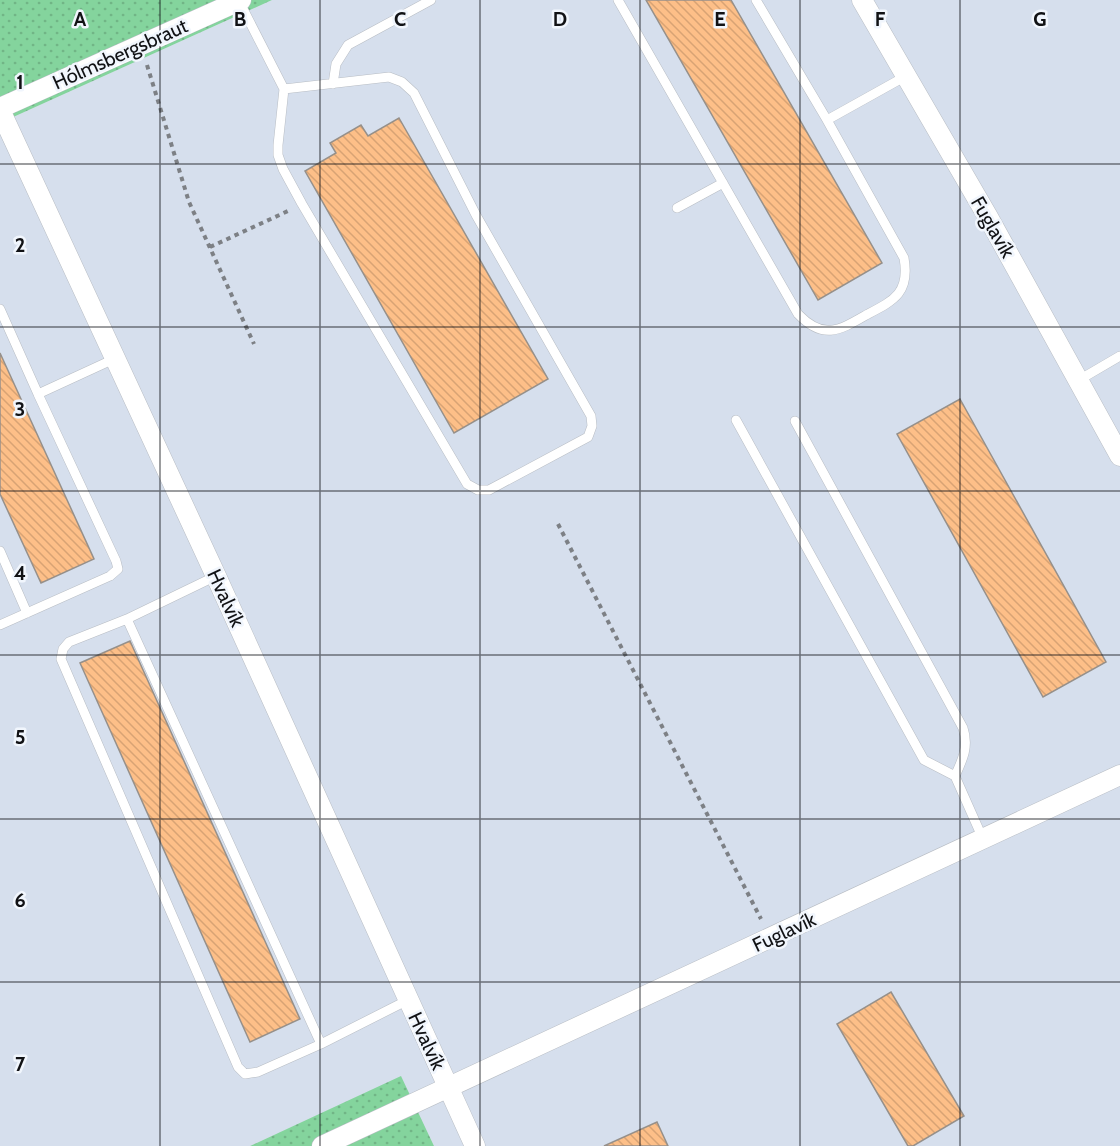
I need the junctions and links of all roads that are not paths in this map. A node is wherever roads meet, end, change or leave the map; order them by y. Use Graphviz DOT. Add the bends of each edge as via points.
graph roads {
  1 [pos="240,0"];
  2 [pos="431,0"];
  3 [pos="618,0"];
  4 [pos="756,0"];
  5 [pos="862,0"];
  6 [pos="906,76"];
  7 [pos="333,84"];
  8 [pos="284,89"];
  9 [pos="0,109"];
  10 [pos="827,120"];
  11 [pos="723,183"];
  12 [pos="677,208"];
  13 [pos="0,309"];
  14 [pos="1120,356"];
  15 [pos="114,359"];
  16 [pos="1079,380"];
  17 [pos="38,394"];
  18 [pos="736,420"];
  19 [pos="795,421"];
  20 [pos="1120,456"];
  21 [pos="0,551"];
  22 [pos="216,576"];
  23 [pos="27,613"];
  24 [pos="127,619"];
  25 [pos="0,625"];
  26 [pos="1120,775"];
  27 [pos="955,776"];
  28 [pos="983,839"];
  29 [pos="408,1000"];
  30 [pos="321,1044"];
  31 [pos="448,1088"];
  32 [pos="322,1146"];
  33 [pos="475,1146"];
  1 -- 8 [label="lane"];
  1 -- 9 [label="street, Hólmsbergsbraut"];
  2 -- 7 [label="lane" via="348,45 336,64"];
  3 -- 11 [label="lane"];
  4 -- 10 [label="lane"];
  5 -- 6 [label="street, Fuglavík"];
  6 -- 10 [label="lane"];
  6 -- 16 [label="street, Fuglavík"];
  7 -- 8 [label="lane"];
  7 -- 8 [label="lane" via="389,77 414,93 476,215 591,416 588,437 489,490 467,484 302,204 278,155"];
  9 -- 15 [label="street, Hvalvík"];
  10 -- 11 [label="lane" via="904,258 905,276 894,300 838,330 820,329 804,320"];
  11 -- 12 [label="lane"];
  13 -- 17 [label="lane"];
  14 -- 16 [label="lane"];
  15 -- 17 [label="lane"];
  15 -- 22 [label="street, Hvalvík"];
  16 -- 20 [label="street, Fuglavík"];
  17 -- 23 [label="lane" via="118,569"];
  18 -- 27 [label="lane" via="924,760"];
  19 -- 27 [label="lane" via="963,728 965,754"];
  21 -- 23 [label="lane"];
  22 -- 24 [label="lane"];
  22 -- 29 [label="street, Hvalvík"];
  23 -- 25 [label="lane"];
  24 -- 30 [label="lane"];
  24 -- 30 [label="lane" via="69,642 61,659 238,1067 245,1074 258,1071"];
  26 -- 28 [label="street, Fuglavík"];
  27 -- 28 [label="lane"];
  28 -- 31 [label="street, Fuglavík"];
  29 -- 30 [label="lane"];
  29 -- 31 [label="street, Hvalvík"];
  31 -- 32 [label="street, Hvalvík"];
  31 -- 33 [label="street, Hvalvík"];
}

****************************************

Print every entry verbatim and leave all pictures out.

Answer to this task:
I need the junctions and links of all roads that are not paths in this map. A node is wherever roads meet, end, change or leave the map; order them by y. Use Graphviz DOT. Add the bends of each edge as via points.
graph roads {
  1 [pos="240,0"];
  2 [pos="431,0"];
  3 [pos="618,0"];
  4 [pos="756,0"];
  5 [pos="862,0"];
  6 [pos="906,76"];
  7 [pos="333,84"];
  8 [pos="284,89"];
  9 [pos="0,109"];
  10 [pos="827,120"];
  11 [pos="723,183"];
  12 [pos="677,208"];
  13 [pos="0,309"];
  14 [pos="1120,356"];
  15 [pos="114,359"];
  16 [pos="1079,380"];
  17 [pos="38,394"];
  18 [pos="736,420"];
  19 [pos="795,421"];
  20 [pos="1120,456"];
  21 [pos="0,551"];
  22 [pos="216,576"];
  23 [pos="27,613"];
  24 [pos="127,619"];
  25 [pos="0,625"];
  26 [pos="1120,775"];
  27 [pos="955,776"];
  28 [pos="983,839"];
  29 [pos="408,1000"];
  30 [pos="321,1044"];
  31 [pos="448,1088"];
  32 [pos="322,1146"];
  33 [pos="475,1146"];
  1 -- 8 [label="lane"];
  1 -- 9 [label="street, Hólmsbergsbraut"];
  2 -- 7 [label="lane" via="348,45 336,64"];
  3 -- 11 [label="lane"];
  4 -- 10 [label="lane"];
  5 -- 6 [label="street, Fuglavík"];
  6 -- 10 [label="lane"];
  6 -- 16 [label="street, Fuglavík"];
  7 -- 8 [label="lane"];
  7 -- 8 [label="lane" via="389,77 414,93 476,215 591,416 588,437 489,490 467,484 302,204 278,155"];
  9 -- 15 [label="street, Hvalvík"];
  10 -- 11 [label="lane" via="904,258 905,276 894,300 838,330 820,329 804,320"];
  11 -- 12 [label="lane"];
  13 -- 17 [label="lane"];
  14 -- 16 [label="lane"];
  15 -- 17 [label="lane"];
  15 -- 22 [label="street, Hvalvík"];
  16 -- 20 [label="street, Fuglavík"];
  17 -- 23 [label="lane" via="118,569"];
  18 -- 27 [label="lane" via="924,760"];
  19 -- 27 [label="lane" via="963,728 965,754"];
  21 -- 23 [label="lane"];
  22 -- 24 [label="lane"];
  22 -- 29 [label="street, Hvalvík"];
  23 -- 25 [label="lane"];
  24 -- 30 [label="lane"];
  24 -- 30 [label="lane" via="69,642 61,659 238,1067 245,1074 258,1071"];
  26 -- 28 [label="street, Fuglavík"];
  27 -- 28 [label="lane"];
  28 -- 31 [label="street, Fuglavík"];
  29 -- 30 [label="lane"];
  29 -- 31 [label="street, Hvalvík"];
  31 -- 32 [label="street, Hvalvík"];
  31 -- 33 [label="street, Hvalvík"];
}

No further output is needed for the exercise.